Ecco i 3 vincitori della quarta edizione:

Eros Mellini (Lugano) ( direttore de “Il Paese”)

Nato nel 1947, direttore del bimensile “Il Paese”, un giornale vicino all’UDC che da anni dà spazio senza censure ad articoli molto critici verso l’Islam (creando anche un’apposita rubrica intitolata “All’ombra dei minareti”) e verso la politica dell’immigrazione e dell‘asilo: un giornale non allineato alla stampa “mainstream” e all’ideologia del politicamente corretto. A suo tempo Mellini si era battuto con il Comitato di Egerkingen a favore dell’iniziativa popolare federale contro la costruzione di minareti, approvata nel novembre del 2009 dal 57,5% dei votanti. Ha inoltre fatto parte del comitato ticinese che ha sostenuto l’iniziativa popolare lanciata nel 2016 dal Comitato di Egerkingen, la quale chiedeva di introdurre nella Costituzione federale il divieto di dissimulare il volto negli spazi pubblici in tutta la Svizzera, e che lo scorso 7 marzo è stata approvata dal 51,2% dei votanti (il Ticino si è classificato al secondo posto dopo il Giura, con il 60,5%) e dalla stragrande maggioranza dei Cantoni (20 su 26).

Association Suisse Vigilance Islam (ASVI) (Ginevra)

Fondata il 20 giugno del 2015 a Ginevra, l’Association Suisse Vigilance islam (ASVI) è l’unica associazione del nostro Paese che fra i suoi scopi ha dichiaratamente quello di “proteggere la Svizzera dall’islamizzazione”. L’ASVI è un’associazione apolitica e neutrale dal punto di vista confessionale, che difende i valori di una società pluralista e democratica e considera che l’espansione dell’islam costituisce la minaccia più grave per la democrazia e la libertà nel nostro Paese. L’ASVI intende favorire la libera espressione sull’islam e ritiene che debba essere possibile criticare l’islam e i suoi
testi fondatori alla stessa stregua di ogni altra dottrina o religione, senza subire censure o incorrere in denunce penali.

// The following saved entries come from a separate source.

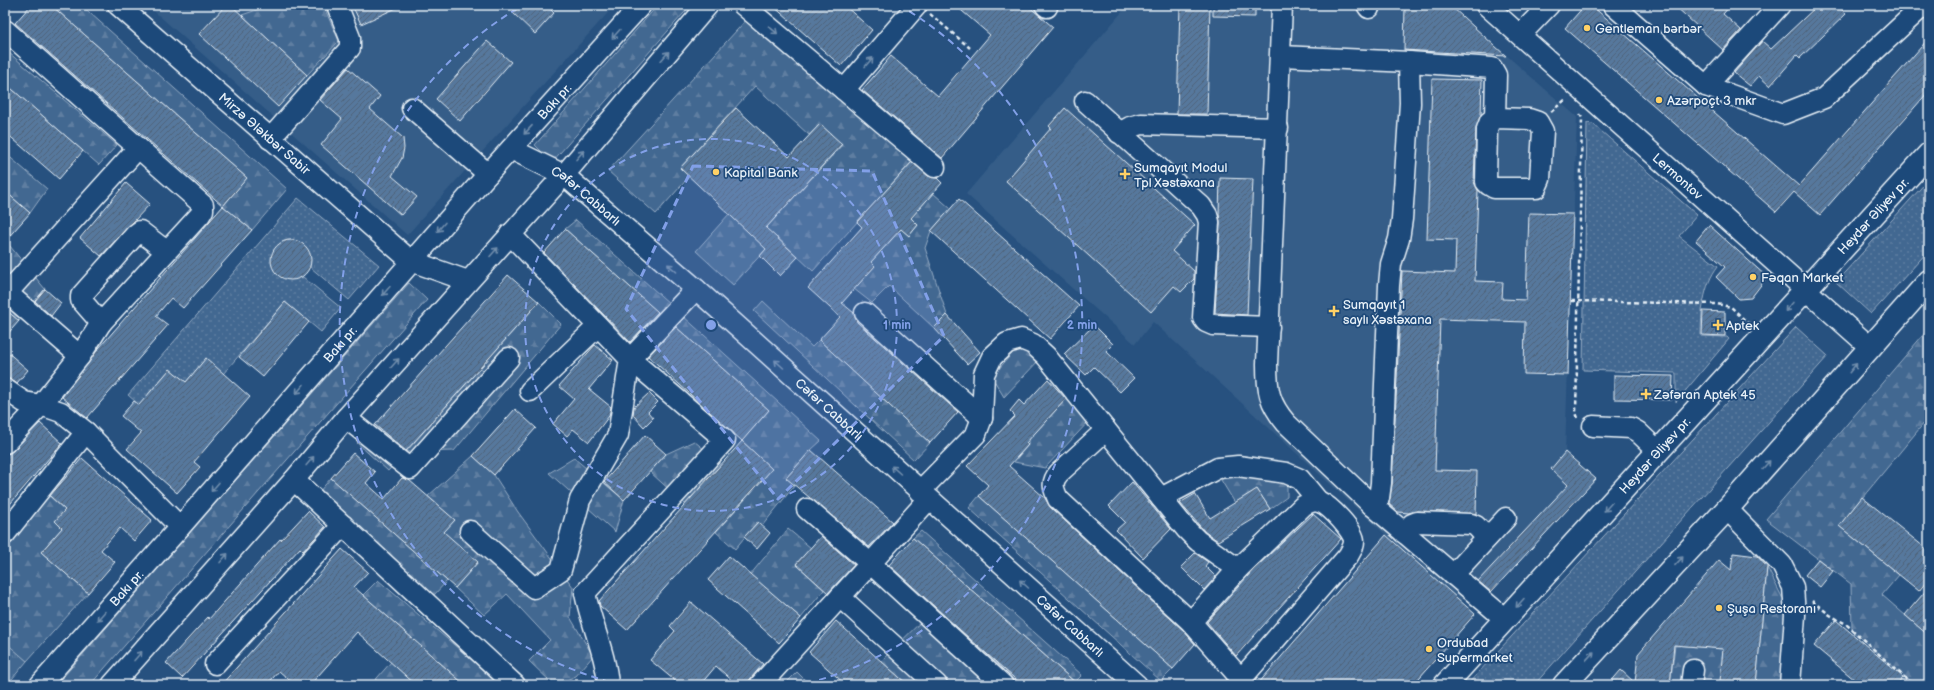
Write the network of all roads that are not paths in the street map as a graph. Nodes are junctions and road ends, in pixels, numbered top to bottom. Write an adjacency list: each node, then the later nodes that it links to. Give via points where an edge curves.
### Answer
1 (118, 5): 24 (street, Mirzə Ələkbər Sabir)
2 (337, 5): 24 (street, via 350,38 350,48)
3 (641, 5): 26 (street, Bakı pr., one-way to 26)
4 (708, 5): 30 (street, one-way to 4)
5 (743, 5): 18 (street, one-way to 18)
6 (1282, 5): 15 (street)
7 (1486, 5): 14 (street, Lermontov)
8 (1549, 5): 14 (street)
9 (1613, 5): 17 (street)
10 (1780, 5): 17 (street)
11 (1924, 5): 17 (street, via 1824,98 1783,114)
12 (921, 7): 18 (street, one-way to 12)
13 (5, 30): 25 (street)
14 (1521, 34): 37 (street, Lermontov, via 1572,93)
15 (1280, 56): 16 (street); 22 (street)
16 (1409, 62): 21 (street, via 1492,68 1496,76); 61 (street, via 1410,103 1402,219 1399,239 1390,264 1381,483 1378,498)
17 (1706, 86)
18 (844, 90): 28 (street)
19 (1085, 101): 23 (street)
20 (412, 108): 29 (street)
21 (1495, 118): 21 (street, via 1530,119 1538,122 1543,131 1540,179 1536,188 1494,188 1486,182 1487,129 1490,121)
22 (1278, 128): 23 (street, via 1141,124); 42 (street)
23 (1119, 133): 42 (street, via 1208,215 1203,318 1206,322)
24 (270, 139): 33 (street, Mirzə Ələkbər Sabir)
25 (138, 148): 32 (street, via 203,205 200,215); 38 (street)
26 (510, 149): 29 (street, Bakı pr.); 30 (street, Cəfər Cabbarlı)
27 (1929, 154): 37 (main road, Heydər Əliyev pr.)
28 (935, 167)
29 (488, 174): 33 (street, Bakı pr., one-way to 33)
30 (564, 174): 31 (street); 36 (street, Cəfər Cabbarlı, one-way to 30)
31 (510, 234): 34 (street, one-way to 31); 41 (street)
32 (166, 250): 40 (street); 40 (street, via 140,231 136,234 81,296 81,300)
33 (411, 261): 34 (street); 66 (street, Bakı pr., one-way to 66)
34 (468, 281): 50 (street, one-way to 34)
35 (1929, 281): 43 (main road)
36 (696, 289): 46 (street); 58 (street, Cəfər Cabbarlı, one-way to 36)
37 (1805, 289): 43 (street, Lermontov); 56 (main road, Heydər Əliyev pr., one-way to 56)
38 (6, 292): 44 (street)
39 (865, 313): 51 (street)
40 (101, 323): 44 (street)
41 (598, 326): 46 (street); 48 (street)
42 (1269, 327): 61 (street, via 1267,383 1275,410)
43 (1870, 347): 63 (main road, one-way to 43)
44 (80, 356): 49 (street)
45 (509, 358): 50 (street, via 410,469)
46 (630, 359): 67 (street, via 618,435 580,500 561,570 534,588); 82 (street, via 725,440 585,594 607,670)
47 (5, 389): 49 (street, via 24,402)
48 (530, 391)
49 (41, 405): 54 (street, via 61,412); 55 (street)
50 (346, 418): 57 (street, one-way to 50)
51 (982, 418): 53 (street, via 984,374 992,357 1007,343 1021,339 1033,344 1046,356); 58 (street, via 976,434)
52 (1593, 426): 56 (street, via 1631,428)
53 (1106, 430): 59 (street); 76 (street, via 1059,473 1053,480 1053,488 1058,499)
54 (86, 432): 66 (street); 69 (street)
55 (5, 443)
56 (1658, 451): 75 (main road, Heydər Əliyev pr., one-way to 75)
57 (294, 480): 65 (street); 79 (street, one-way to 57)
58 (924, 495): 71 (street); 86 (street, Cəfər Cabbarlı, one-way to 58)
59 (1161, 498): 60 (street, via 1218,468 1238,466 1270,470 1300,479); 72 (street, via 1198,541)
60 (1319, 502): 72 (street, via 1302,506); 78 (street, via 1328,506 1352,533 1354,546)
61 (1373, 506): 68 (street)
62 (807, 509): 71 (street)
63 (1728, 509): 88 (main road, one-way to 63); 89 (street, via 1782,565 1793,587 1795,615)
64 (1506, 518): 70 (street)
65 (343, 525): 77 (street); 81 (street)
66 (180, 527): 80 (street, Bakı pr., one-way to 80)
67 (470, 531)
68 (1404, 533): 70 (street, via 1417,522 1471,524); 73 (street)
69 (5, 534)
70 (1487, 538): 73 (street)
71 (870, 564): 74 (street); 85 (street)
72 (1238, 569): 76 (street)
73 (1453, 575): 75 (street)
74 (840, 597): 83 (street); 84 (street)
75 (1505, 619): 87 (main road, Heydər Əliyev pr.)
76 (1191, 622): 78 (street)
77 (215, 664)
78 (1238, 682)
79 (119, 683)
80 (40, 685)
81 (516, 685)
82 (608, 685)
83 (760, 685)
84 (937, 685)
85 (1003, 685)
86 (1136, 685)
87 (1445, 685)
88 (1564, 685)
89 (1790, 685)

Come si legge nella sua “Carta dei valori” pubblicata sul sito www.vigilanceislam.com (che fa un’informazione seria e documentata) l’ASVI difende la democrazia, di cui fanno parte integrante il rifiuto di ogni forma di violenza, di razzismo e di xenofobia, la difesa della preminenza delle leggi sulla religione e della libertà religiosa nello spazio privato, ma che comporta altresì il rifiuto della sharia e la protezione dello spazio pubblico contro i tentativi di penetrazione dell’islam. Per raggiungere i suoi obiettivi l’ASVI punta soprattutto sull’informazione (anche con la partecipazione a dibattiti e manifestazioni), ma pure sull’utilizzo dei diritti popolari e sull’appoggio ad azioni in Svizzera e all’estero in sintonia con i suoi stessi obiettivi. Fin dalla sua costituzione l’ASVI, che è molto attiva soprattutto nella Svizzera romanda e che con pochi mezzi fa un lavoro di informazione davvero formidabile, era stata presieduta dalla combattiva e coraggiosa giornalista e scrittrice Mireille Vallette, alla quale nell’autunno del 2019 è subentrata un’altra donna: Fabienne Alfandari .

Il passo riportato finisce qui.